Ole Laurits Olsen Søndergaard (24 May 1876 – 10 November 1958) was a Danish landscape painter. He also decorated a number of Danish churches with paintings and frescos.

==Biography==
Born in Allerslev near Lejre in northwestern Zealand, Søndergaard studied painting at the Royal Danish Academy of Fine Arts from 1898 to 1900. He completed his education at Kunstnernes Frie Studieskoler under Kristian Zahrtmann in 1902.

Søndergaard was a versatile artist, remembered for his portraits and landscapes of the countryside around Roskilde. His paintings reveal his association with his friend L.A. Ring, especially his winter scenes with stooping figures shovelling snow. For his Roskilde Fjord ved Marbæk, he received the Eckersberg Medal in 1945. Other notable works are Kirken og smedjen i Jystrup and Snekasten, Jystrup, both painted in the early 1930s.

Another important aspect of Søndergaard's work was church decoration.

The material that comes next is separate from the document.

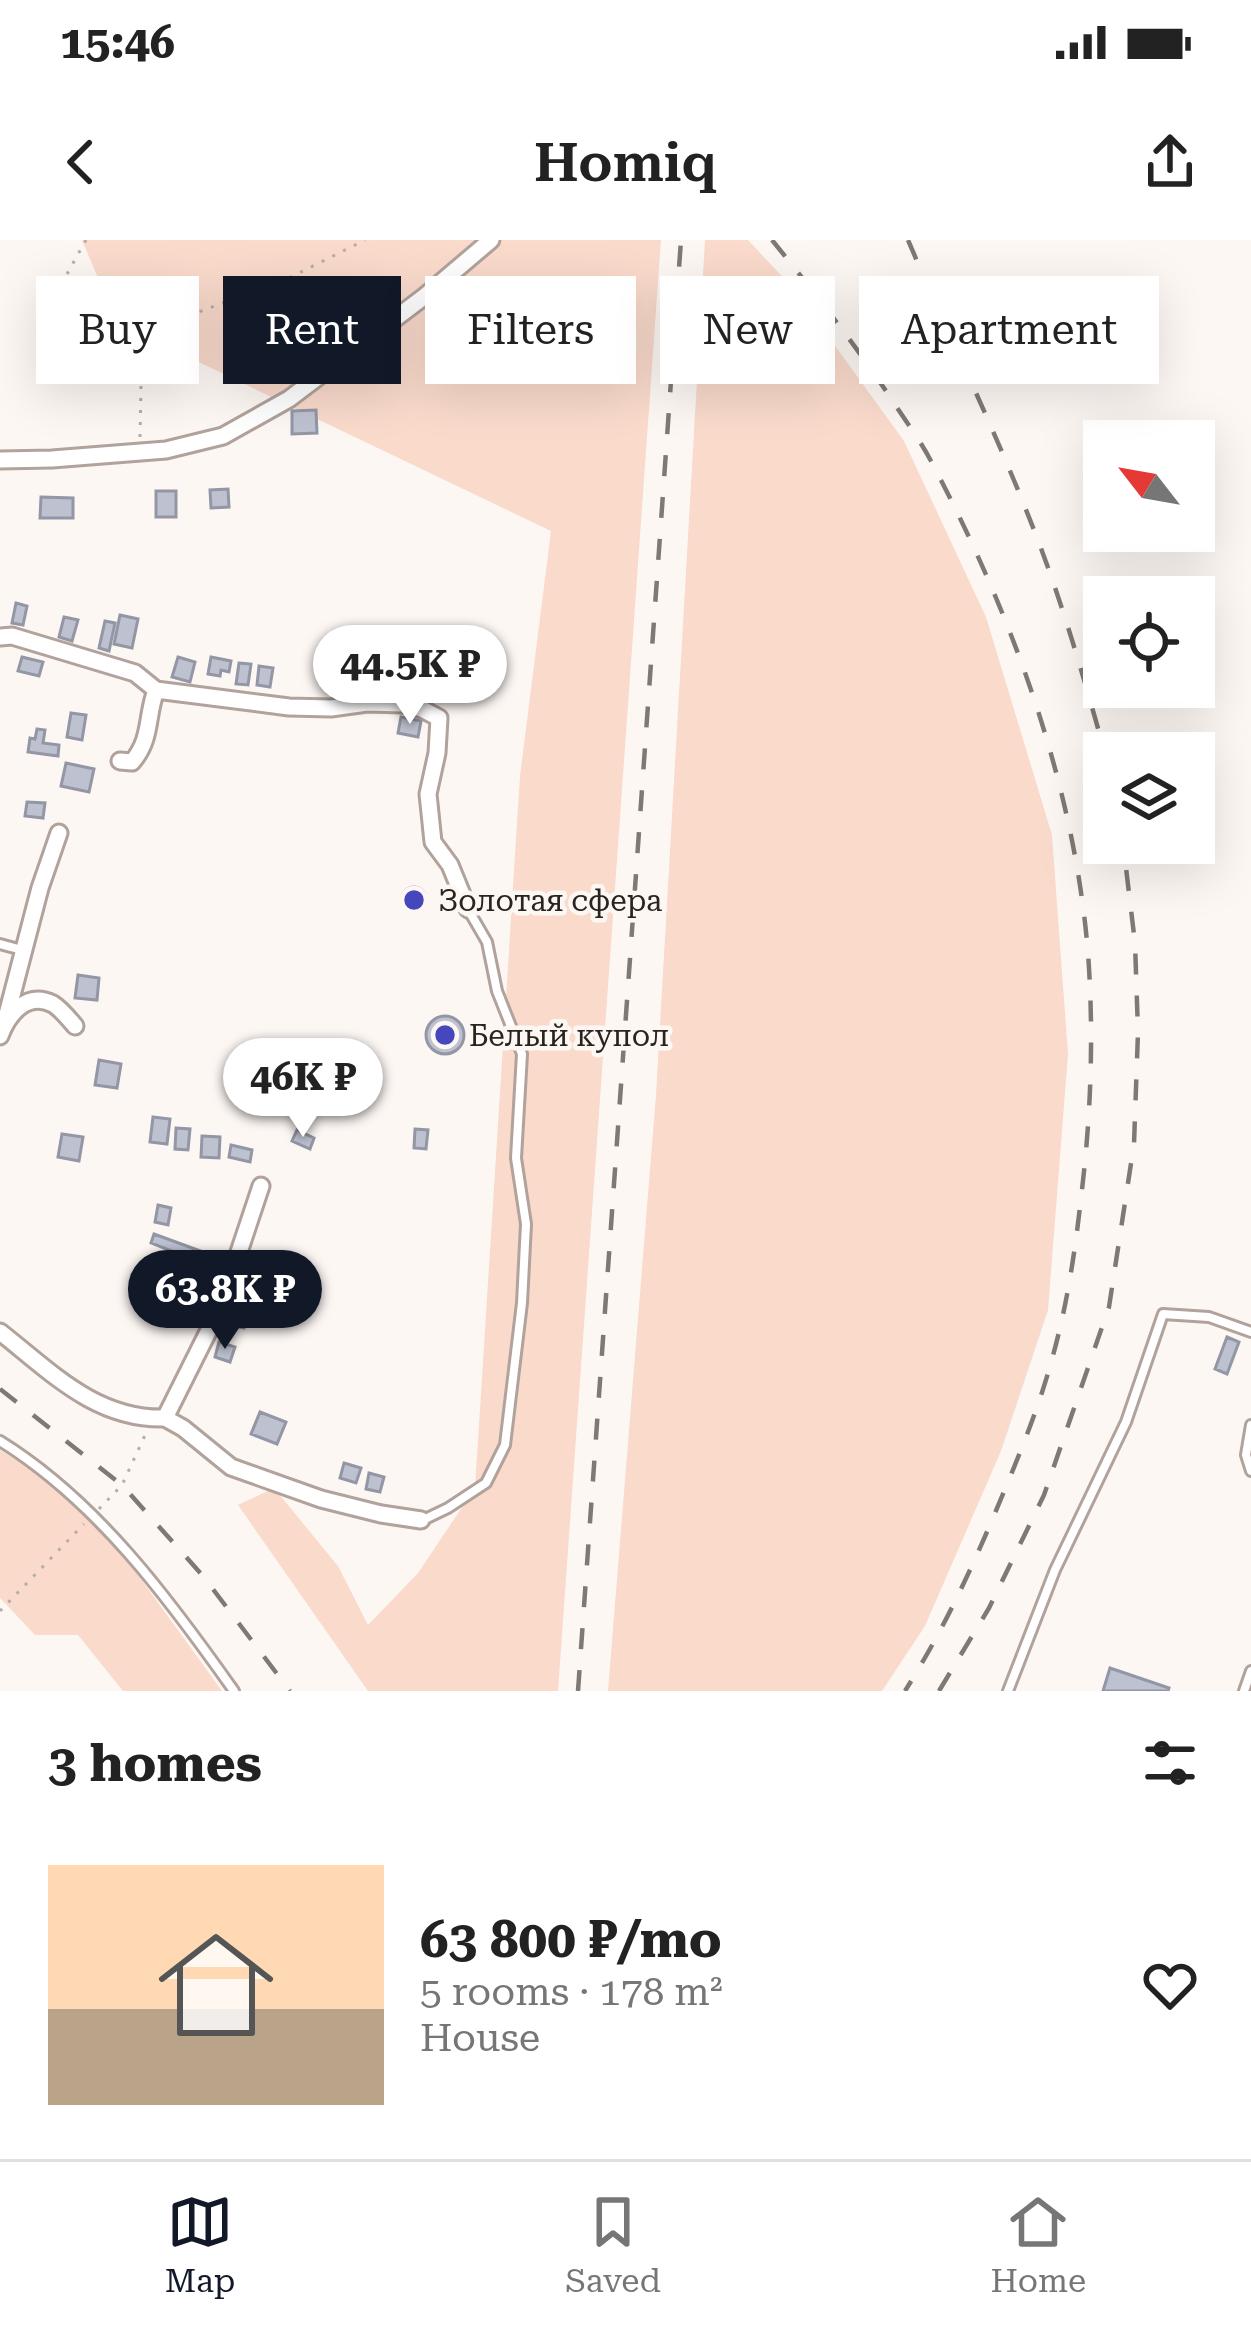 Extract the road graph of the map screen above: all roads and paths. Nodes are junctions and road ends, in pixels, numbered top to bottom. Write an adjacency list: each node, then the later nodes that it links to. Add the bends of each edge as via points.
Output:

On assignments for the National Museum of Denmark, he participated in the restoration of frescos in the churches of Lyngby, Ballerup, Måløv, Vallensved and Vallensbæk, as well as the cathedrals of Aarhus and Roskilde. He also decorated a number of Danish churches including the Church of Our Saviour, Esbjerg, (1929), St John's, Vejle, (1934), Jerslev Church (1944), and the apse vault of Sct Nikolai Church in Holbæk (1930).

==Awards==
In 1945, Søndergaard was awarded the Eckersberg Medal and, in 1952, the Thorvaldsen Medal.